### WHAT IS BEING ASKED
Exact transcript, pictures excluded: write out every record below.

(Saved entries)

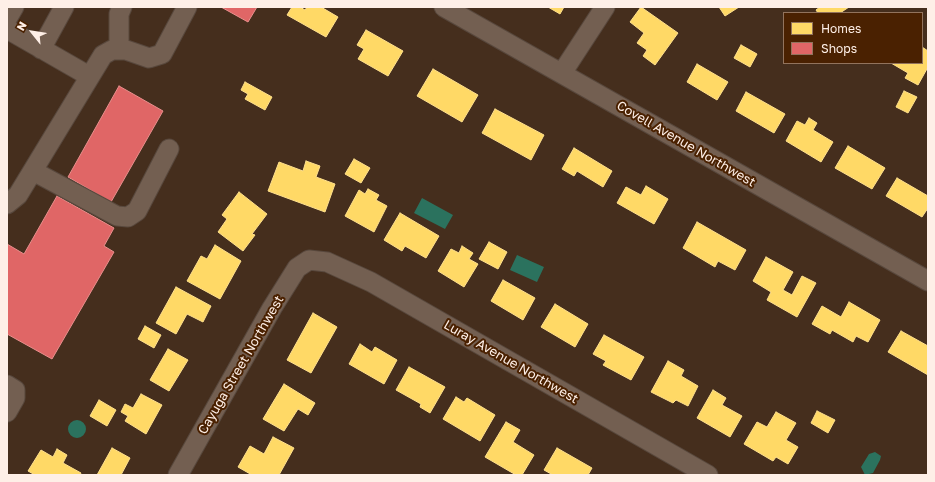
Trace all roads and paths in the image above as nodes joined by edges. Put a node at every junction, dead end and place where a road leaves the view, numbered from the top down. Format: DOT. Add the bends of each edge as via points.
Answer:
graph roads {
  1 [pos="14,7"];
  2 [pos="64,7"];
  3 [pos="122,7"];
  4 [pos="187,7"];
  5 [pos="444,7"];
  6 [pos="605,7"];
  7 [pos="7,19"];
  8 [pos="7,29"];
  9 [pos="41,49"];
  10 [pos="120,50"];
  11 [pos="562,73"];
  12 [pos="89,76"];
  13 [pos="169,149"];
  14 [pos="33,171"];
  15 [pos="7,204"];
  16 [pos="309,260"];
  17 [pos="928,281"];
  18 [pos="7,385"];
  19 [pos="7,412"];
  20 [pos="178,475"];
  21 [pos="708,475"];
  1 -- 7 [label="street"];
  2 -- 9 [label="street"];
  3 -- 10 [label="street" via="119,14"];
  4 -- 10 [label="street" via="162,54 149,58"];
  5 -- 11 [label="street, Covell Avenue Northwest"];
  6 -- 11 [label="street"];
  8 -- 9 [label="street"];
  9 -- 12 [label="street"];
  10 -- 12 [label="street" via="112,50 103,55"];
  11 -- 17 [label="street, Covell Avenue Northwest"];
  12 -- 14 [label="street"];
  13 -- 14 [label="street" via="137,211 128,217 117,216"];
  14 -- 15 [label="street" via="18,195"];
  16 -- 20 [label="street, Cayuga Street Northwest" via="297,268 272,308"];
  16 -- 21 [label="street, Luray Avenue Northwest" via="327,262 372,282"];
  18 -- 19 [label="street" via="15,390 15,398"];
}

### OUTPUT FOR THIS TASK
Trace all roads and paths in the image above as nodes joined by edges. Put a node at every junction, dead end and place where a road leaves the view, numbered from the top down. Format: DOT. Add the bends of each edge as via points.
Answer:
graph roads {
  1 [pos="14,7"];
  2 [pos="64,7"];
  3 [pos="122,7"];
  4 [pos="187,7"];
  5 [pos="444,7"];
  6 [pos="605,7"];
  7 [pos="7,19"];
  8 [pos="7,29"];
  9 [pos="41,49"];
  10 [pos="120,50"];
  11 [pos="562,73"];
  12 [pos="89,76"];
  13 [pos="169,149"];
  14 [pos="33,171"];
  15 [pos="7,204"];
  16 [pos="309,260"];
  17 [pos="928,281"];
  18 [pos="7,385"];
  19 [pos="7,412"];
  20 [pos="178,475"];
  21 [pos="708,475"];
  1 -- 7 [label="street"];
  2 -- 9 [label="street"];
  3 -- 10 [label="street" via="119,14"];
  4 -- 10 [label="street" via="162,54 149,58"];
  5 -- 11 [label="street, Covell Avenue Northwest"];
  6 -- 11 [label="street"];
  8 -- 9 [label="street"];
  9 -- 12 [label="street"];
  10 -- 12 [label="street" via="112,50 103,55"];
  11 -- 17 [label="street, Covell Avenue Northwest"];
  12 -- 14 [label="street"];
  13 -- 14 [label="street" via="137,211 128,217 117,216"];
  14 -- 15 [label="street" via="18,195"];
  16 -- 20 [label="street, Cayuga Street Northwest" via="297,268 272,308"];
  16 -- 21 [label="street, Luray Avenue Northwest" via="327,262 372,282"];
  18 -- 19 [label="street" via="15,390 15,398"];
}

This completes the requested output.